Tuesday, November 8, 2011

WALK the WALK


Don't judge a book by its cover. 

Judge not lest ye be judged.  

I am quite skilled at talking the talk. 

Walking the walk?  A challenge. 
 
I arrive at my friend's home. Five striking women are chatting beside an SUV. Stylish and perfectly coifed, they have dressed up their jeans by accenting them with scarves, jackets, heels, and, in one case, by choosing not to wear jeans. I am introduced. In our two-minute exchange, I recall a poll I have recently read: the silent majority of women admit to reaching an opinion on another woman in just 20 seconds- purely based on appearance. Nine in ten women are fully aware that other women are judging them, too. "It's obvious from the research that women put a lot of pressure on each other," the polling organization reported. 

Climbing into the car, I consider my wild hair and low-heeled boots. "Should have stayed home," I think. "I put enough pressure on myself."

An hour of car conversation confirms that my dinner dates have been friends for years. I listen, and reflect on my close friends; women I've known since childhood whose faces still reveal teenage beauty; colleagues-turned-family who celebrated promotions, weddings and childbirth; friends-turned-sisters who met on the Pre-K patio and supported each other through child-raising, 911, and a myriad of highs and heartbreaks; women-turned comrades who invited me into their homes for wine and girl-talk after I relocated to their town. 

An outsider, I cannot help but miss my friends, and the comfort and ease I feel in their presence.
I follow this clan of women I have just met into a country store that is overflowing with bushels of fruit, baskets, hanging herbs, and shelves lined with preserves. It dawns on me that I felt this very same trepidation in the early stages of most of my friendships. 

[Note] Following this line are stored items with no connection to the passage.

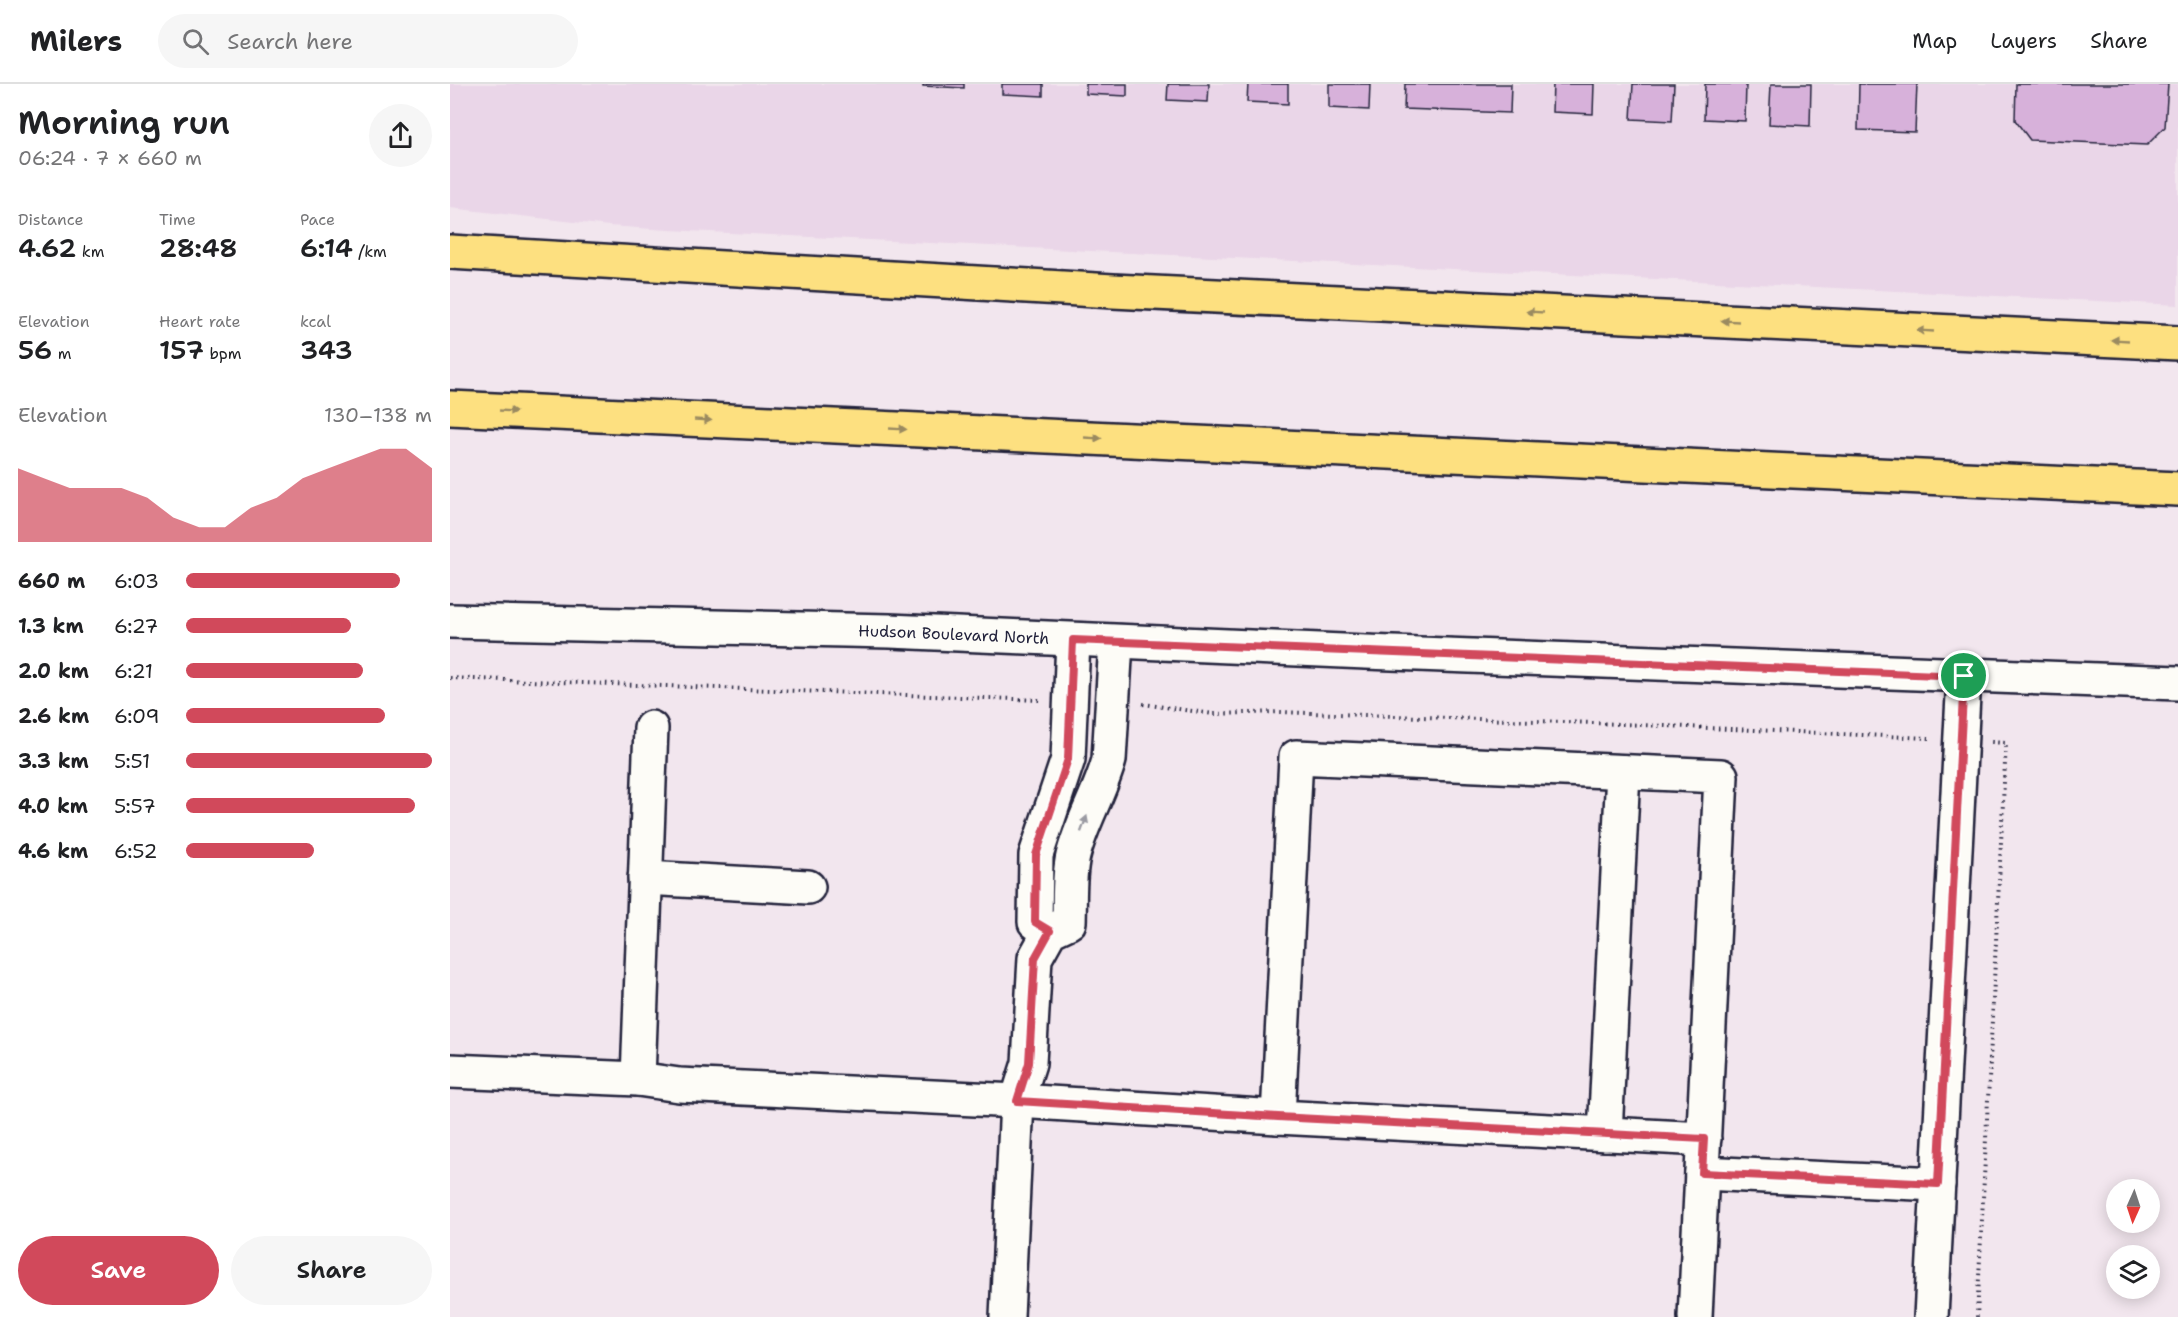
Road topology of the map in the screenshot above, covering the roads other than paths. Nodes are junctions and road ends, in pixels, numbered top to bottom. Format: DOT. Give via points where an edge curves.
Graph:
graph roads {
  1 [pos="450,229"];
  2 [pos="450,252"];
  3 [pos="619,262"];
  4 [pos="2178,343"];
  5 [pos="450,408"];
  6 [pos="2178,489"];
  7 [pos="450,621"];
  8 [pos="1073,640"];
  9 [pos="1116,642"];
  10 [pos="1964,676"];
  11 [pos="2178,683"];
  12 [pos="651,728"];
  13 [pos="1623,772"];
  14 [pos="1036,855"];
  15 [pos="1072,858"];
  16 [pos="645,878"];
  17 [pos="808,887"];
  18 [pos="1050,931"];
  19 [pos="450,1071"];
  20 [pos="638,1079"];
  21 [pos="1017,1101"];
  22 [pos="1278,1117"];
  23 [pos="1605,1134"];
  24 [pos="1704,1139"];
  25 [pos="1702,1173"];
  26 [pos="1938,1184"];
  27 [pos="1007,1317"];
  28 [pos="1695,1317"];
  29 [pos="1931,1317"];
  1 -- 3 [label="highway"];
  2 -- 3 [label="highway"];
  4 -- 3 [label="highway, one-way"];
  5 -- 6 [label="highway, one-way"];
  7 -- 8 [label="street, Hudson Boulevard North" via="890,631"];
  8 -- 9 [label="street, Hudson Boulevard North"];
  8 -- 14 [label="street" via="1068,759"];
  9 -- 10 [label="street, Hudson Boulevard North"];
  15 -- 9 [label="street, one-way" via="1109,760"];
  10 -- 11 [label="street, Hudson Boulevard North"];
  10 -- 26 [label="street"];
  12 -- 16 [label="street"];
  13 -- 22 [label="street" via="1296,757"];
  13 -- 23 [label="street"];
  13 -- 24 [label="street" via="1721,776"];
  14 -- 15 [label="street"];
  14 -- 18 [label="street" via="1035,922"];
  15 -- 18 [label="street" via="1069,922"];
  16 -- 17 [label="street"];
  16 -- 20 [label="street"];
  18 -- 21 [label="street" via="1035,958 1029,1063"];
  19 -- 20 [label="street"];
  20 -- 21 [label="street" via="679,1086"];
  21 -- 22 [label="street"];
  21 -- 27 [label="street"];
  22 -- 23 [label="street"];
  23 -- 24 [label="street"];
  24 -- 25 [label="street"];
  25 -- 26 [label="street"];
  25 -- 28 [label="street"];
  26 -- 29 [label="street"];
}
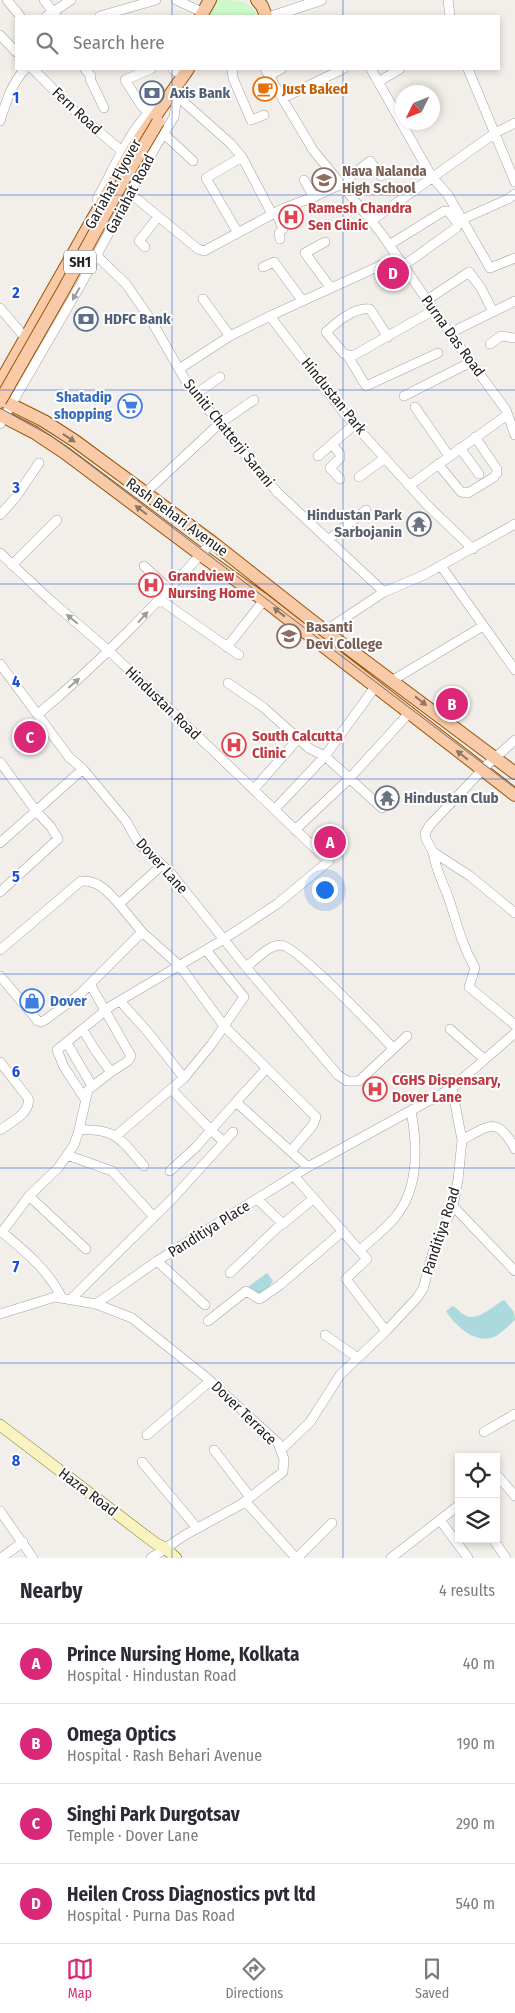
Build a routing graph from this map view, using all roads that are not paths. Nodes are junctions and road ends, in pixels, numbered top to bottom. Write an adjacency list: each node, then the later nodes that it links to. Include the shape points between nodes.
1 (7, 0): 10 (street)
2 (44, 0): 11 (street)
3 (70, 0): 11 (street)
4 (156, 0): 12 (street)
5 (176, 0): 9 (street)
6 (257, 0): 13 (main road)
7 (321, 0): 14 (street)
8 (448, 0): 15 (street)
9 (205, 6)
10 (19, 15)
11 (52, 15)
12 (104, 15)
13 (266, 15)
14 (276, 15)
15 (449, 15)
16 (0, 34): 17 (street)
17 (14, 46)
18 (24, 70): 35 (street, via 9,94)
19 (34, 70): 39 (street, Fern Road)
20 (90, 70): 33 (street)
21 (149, 70): 36 (street, via 125,80)
22 (198, 70): 31 (main road, SH1)
23 (232, 70): 34 (street, via 251,120)
24 (341, 70): 32 (street)
25 (372, 70): 30 (street)
26 (398, 70): 30 (street)
27 (468, 70): 38 (street)
28 (182, 71): 31 (main road, SH1)
29 (267, 72): 32 (street, Purna Das Road)
30 (378, 82): 43 (street)
31 (175, 94): 36 (main road, Gariahat Flyover / SH1); 40 (street)
32 (283, 98): 46 (street, Purna Das Road, via 313,150)
33 (104, 108)
34 (264, 114)
35 (0, 118)
36 (156, 122): 39 (street, via 136,127); 41 (street); 47 (street, Gariahat Road); 85 (main road, Gariahat Flyover / SH1, via 133,148); 89 (main road, Gariahat Flyover / SH1, bridge)
37 (514, 124): 38 (street)
38 (495, 133): 43 (street); 45 (street)
39 (123, 152): 74 (street)
40 (242, 157): 50 (street); 54 (street, via 206,178)
41 (193, 161)
42 (381, 176): 46 (street, via 370,161)
43 (432, 177): 52 (street); 53 (street)
44 (304, 180): 49 (street)
45 (515, 182)
46 (341, 184): 49 (street); 53 (street, Purna Das Road)
47 (131, 194): 51 (street); 59 (street, Gariahat Road)
48 (515, 194): 52 (street)
49 (314, 197): 50 (street)
50 (274, 213): 54 (street); 55 (street, via 283,229)
51 (158, 217): 54 (street, via 204,251); 58 (street, via 139,242)
52 (463, 219): 61 (street, via 490,268)
53 (371, 221): 57 (street, Purna Das Road)
54 (238, 233)
55 (280, 240)
56 (325, 242): 64 (street, via 305,253)
57 (389, 245): 60 (street, Purna Das Road); 62 (street, via 444,211 448,211 458,224)
58 (145, 247)
59 (97, 256): 82 (street, Suniti Chatterji Sarani, via 126,284); 89 (street, Gariahat Road, one-way to 89)
60 (397, 258): 62 (street, Purna Das Road); 64 (street)
61 (515, 258)
62 (403, 266): 67 (street, Purna Das Road)
63 (264, 267): 66 (street, via 274,262)
64 (330, 287): 66 (street)
65 (203, 299): 75 (street)
66 (302, 300): 72 (street)
67 (427, 300): 70 (street, Purna Das Road); 71 (street, via 469,272 482,288)
68 (515, 301): 71 (street)
69 (0, 308): 74 (street)
70 (434, 310): 73 (street, Purna Das Road); 76 (street)
71 (493, 312): 73 (street)
72 (270, 316): 75 (street); 94 (street, Hindustan Park)
73 (450, 333): 81 (street, Purna Das Road)
74 (22, 334): 83 (street)
75 (230, 336): 82 (street)
76 (388, 337): 80 (street); 80 (street, via 370,309 362,308 336,322 326,332 344,354)
77 (515, 338): 78 (street, via 501,336)
78 (490, 344)
79 (438, 353): 80 (street, via 366,386 349,358)
80 (353, 356)
81 (471, 362): 87 (street); 91 (street, Purna Das Road)
82 (179, 369): 86 (street, Suniti Chatterji Sarani)
83 (0, 371)
84 (220, 377): 86 (street)
85 (0, 384)
86 (196, 394): 93 (street, Suniti Chatterji Sarani)
87 (404, 396)
88 (254, 400): 93 (street)
89 (4, 401): 92 (street, Gariahat Road); 108 (main road, Rash Behari Avenue, one-way to 108, via 75,441)
90 (415, 407): 100 (street)
91 (507, 414): 95 (street, Purna Das Road); 96 (street)
92 (1, 419): 117 (main road, Rash Behari Avenue, one-way to 92, via 65,453 35,433)
93 (219, 424): 108 (street); 113 (street, Suniti Chatterji Sarani, via 278,493)
94 (355, 424): 97 (street); 101 (street, Hindustan Park)
95 (515, 435)
96 (475, 437): 98 (street); 103 (street, via 497,469 494,477 465,493)
97 (332, 444): 99 (street); 106 (street, via 340,458 330,468)
98 (460, 448): 100 (street); 104 (street)
99 (318, 456)
100 (449, 456): 103 (street)
101 (385, 458): 105 (street); 107 (street, Hindustan Park)
102 (39, 463): 110 (street)
103 (438, 464): 107 (street)
104 (479, 474)
105 (360, 477)
106 (340, 479)
107 (410, 485): 115 (street, Hindustan Park)
108 (144, 494): 114 (main road, Rash Behari Avenue)
109 (366, 510): 113 (street)
110 (0, 515)
111 (56, 520): 118 (street)
112 (515, 524): 115 (street)
113 (328, 540): 122 (street, Suniti Chatterji Sarani)
114 (212, 542): 117 (street); 126 (main road, Rash Behari Avenue)
115 (473, 549): 120 (street)
116 (0, 553): 118 (street, Hindustan Road)
117 (201, 555): 121 (street); 124 (main road, Rash Behari Avenue)
118 (12, 565): 128 (street, Hindustan Road, one-way to 118)
119 (144, 566): 121 (street)
120 (441, 566): 122 (street); 125 (street)
121 (169, 589): 123 (street)
122 (384, 592): 126 (street)
123 (159, 599): 127 (street); 128 (street, one-way to 123)
124 (264, 600): 127 (street); 134 (main road, Rash Behari Avenue, one-way to 124)
125 (483, 626): 131 (street); 132 (street)
126 (325, 630): 132 (main road, Rash Behari Avenue)
127 (227, 647): 129 (street)
128 (109, 651): 136 (street, one-way to 128); 146 (street, Hindustan Road)
129 (240, 655)
130 (2, 670): 136 (street, Dover Lane)
131 (515, 670)
132 (393, 680): 140 (main road, Rash Behari Avenue, one-way to 140)
133 (228, 684): 137 (street, via 263,707)
134 (375, 687): 135 (main road, Rash Behari Avenue); 139 (street)
135 (408, 713): 143 (main road, Rash Behari Avenue, one-way to 135); 145 (street)
136 (38, 714): 142 (street, Dover Lane, via 69,757)
137 (298, 739): 139 (street); 146 (street)
138 (515, 740): 140 (street)
139 (324, 756): 145 (street); 149 (street)
140 (494, 758): 143 (street); 144 (main road, Rash Behari Avenue)
141 (0, 762): 150 (street)
142 (83, 769): 150 (street); 154 (street, Dover Lane, via 126,821 139,844)
143 (482, 771): 147 (main road, Rash Behari Avenue); 153 (street, via 430,825 426,839)
144 (515, 773)
145 (349, 779): 148 (street); 151 (street)
146 (254, 789): 149 (street, Hindustan Road)
147 (515, 795)
148 (382, 808)
149 (275, 809): 151 (street, Hindustan Road)
150 (36, 811): 152 (street); 155 (street, via 52,827 58,839)
151 (295, 830): 159 (street, Hindustan Road, via 326,859 285,899)
152 (0, 843)
153 (433, 852): 157 (street, via 470,876); 168 (street, via 462,943 475,968 469,987)
154 (162, 865): 156 (street); 159 (street, Dover Lane)
155 (0, 892)
156 (119, 904): 158 (street); 160 (street, via 94,882 81,881)
157 (515, 913)
158 (142, 932): 162 (street); 165 (street)
159 (224, 939): 161 (street); 163 (street, Dover Lane)
160 (0, 950)
161 (206, 950): 162 (street); 169 (street, via 244,997)
162 (180, 966): 166 (street); 169 (street)
163 (246, 967): 175 (street, via 274,946 284,945); 175 (street, Dover Lane, via 338,1075 347,1081 359,1081)
164 (0, 976): 165 (street, via 40,1022)
165 (90, 984): 167 (street)
166 (120, 1001): 167 (street); 180 (street)
167 (105, 1010): 171 (street); 179 (street, via 131,1056)
168 (515, 1025)
169 (224, 1026): 178 (street); 180 (street)
170 (450, 1029): 176 (street)
171 (83, 1030): 174 (street); 179 (street)
172 (515, 1033): 176 (street, Panditiya Place)
173 (408, 1036): 175 (street, Dover Lane)
174 (67, 1043): 181 (street); 184 (street, via 57,1050 64,1068)
175 (393, 1048)
176 (484, 1059): 182 (street, Panditiya Place)
177 (0, 1062): 187 (street, via 30,1102 27,1108)
178 (266, 1070): 185 (street); 195 (street, via 316,1117)
179 (111, 1072): 181 (street)
180 (184, 1078): 183 (street)
181 (92, 1086): 184 (street)
182 (452, 1088): 186 (street, Panditiya Place); 192 (street, Panditiya Road)
183 (170, 1089): 189 (street); 191 (street)
184 (85, 1099): 188 (street)
185 (236, 1102): 189 (street); 195 (street)
186 (411, 1111): 198 (street, Panditiya Place); 210 (street, via 415,1153 408,1193 400,1211)
187 (1, 1127)
188 (79, 1130): 191 (street, via 95,1129); 196 (street)
189 (211, 1130): 193 (street); 199 (street)
190 (233, 1132): 193 (street)
191 (117, 1135): 197 (street)
192 (462, 1140): 194 (street, via 486,1127 496,1126 503,1129); 204 (street, Panditiya Road)
193 (224, 1142): 205 (street)
194 (515, 1149)
195 (290, 1151): 198 (street)
196 (68, 1155): 201 (street); 205 (street, via 112,1171)
197 (144, 1166)
198 (308, 1167): 200 (street, Panditiya Place)
199 (170, 1171)
200 (294, 1176): 202 (street); 203 (street, Panditiya Place)
201 (30, 1196): 208 (street); 209 (street)
202 (314, 1198): 206 (street); 207 (street)
203 (257, 1199): 206 (street); 211 (street, Panditiya Place)
204 (452, 1206): 212 (street); 219 (street, Panditiya Road, via 436,1243 424,1289)
205 (154, 1217): 214 (street)
206 (281, 1224): 213 (street)
207 (343, 1231): 210 (street); 218 (street, via 261,1298 246,1290)
208 (1, 1232): 214 (street, via 33,1258)
209 (86, 1249)
210 (360, 1250): 219 (street, via 367,1259 346,1279)
211 (158, 1261): 215 (street, Panditiya Place); 216 (street)
212 (515, 1270)
213 (230, 1273)
214 (67, 1299): 215 (street); 217 (street, via 55,1297)
215 (96, 1304): 222 (street, Dover Terrace, via 132,1318)
216 (205, 1305)
217 (0, 1314)
218 (208, 1321)
219 (386, 1331): 221 (street, Panditiya Road)
220 (325, 1335): 221 (street)
221 (358, 1358): 228 (street, Panditiya Road, via 340,1375 310,1422)
222 (210, 1381): 226 (street); 228 (street, Dover Terrace, via 278,1443)
223 (513, 1418): 225 (street)
224 (0, 1425): 240 (main road, Hazra Road)
225 (484, 1432)
226 (147, 1435)
227 (214, 1450): 232 (street)
228 (280, 1450): 232 (street, Dover Terrace, via 284,1459 283,1472)
229 (142, 1462): 237 (street)
230 (500, 1479): 231 (street)
231 (515, 1496)
232 (247, 1499): 237 (street, Dover Terrace); 245 (street)
233 (455, 1508): 235 (street)
234 (0, 1511): 238 (street)
235 (440, 1520): 246 (street); 247 (street)
236 (332, 1523): 245 (street)
237 (197, 1528): 240 (street, Dover Terrace)
238 (23, 1542): 241 (street); 242 (street)
239 (496, 1543): 248 (street)
240 (165, 1548): 243 (street, Dover Terrace); 244 (main road, Hazra Road)
241 (2, 1558)
242 (33, 1558)
243 (151, 1558)
244 (176, 1558)
245 (297, 1558)
246 (391, 1558)
247 (468, 1558)
248 (506, 1558)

Someone touches my elbow. "Come see these linens. They're gorgeous!" Another shows me an antique platter she must buy. We cross a well-traveled path into the barn, and our table of six talks and gawks at the arrangements of fresh flowers, fruit, gourds and cornstalks that fill the room.

Someone whispers in my ear, "Have you ever seen anything so beautiful?" I follow her gaze to a pine-bough wreath suspended from a wooden ceiling beam by thick velvet ribbons. Adorned with apples and hydrangeas, it looks like it's waiting to impress King Henry the 8th as he arrives for a feast. 

We pour wine and toast the friend who is absent. The proprietor of the farm- a doppelganger of Barbara Stanwyck in The Thorn Birds-stands before us in a brilliant red suit, sharing the tale of three generations of women embroidering "heritage and literature, flavor, agriculture and celebration," to make beautiful creations of food and flower for their guests. 
 
Freshly harvested and prepared food samplings are waiting to be tasted throughout the barn and store. A tablemate hands me a fork and a plate."We'll get to the good stuff much faster if we stick together," she says, and off the six of us rush like shoppers stalking a HD TV sale on Black Friday. 

For an hour, six women (and seventy others) travel and taste, occasionally returning to the table to sip wine and discuss our favorite foods. Beef stew wins by a landslide, and it is decided that we will-someday soon-use our new recipes to recreate a feast of our favorites. I glance around the table and imagine what fun it would be to share this place with my close friends. I glance around the table and think how blessed I am to share this evening with women I hardly know. 

The harvest moon is our nightlight. We head back to the car, carrying bags of apples and talking about the week ahead. 

"I think you should write about women and food, wine and friendship, " someone says.

Instead, I am writing about women. We may judge each other, put too much pressure on each other, and believe that as we get older our established friendships will sustain us.  We may think that investing the work, time and energy necessary to nurture a new friendship is simply too much effort.  But the truth is, in extending -or accepting- an invitation to other women, we continue to embroider the vibrant tapestry of each others' lives, making beautiful creations.  

We'll get to the good stuff much faster if we stick together.

QUING HEREBY DECREES:  Henceforth, walk the walk.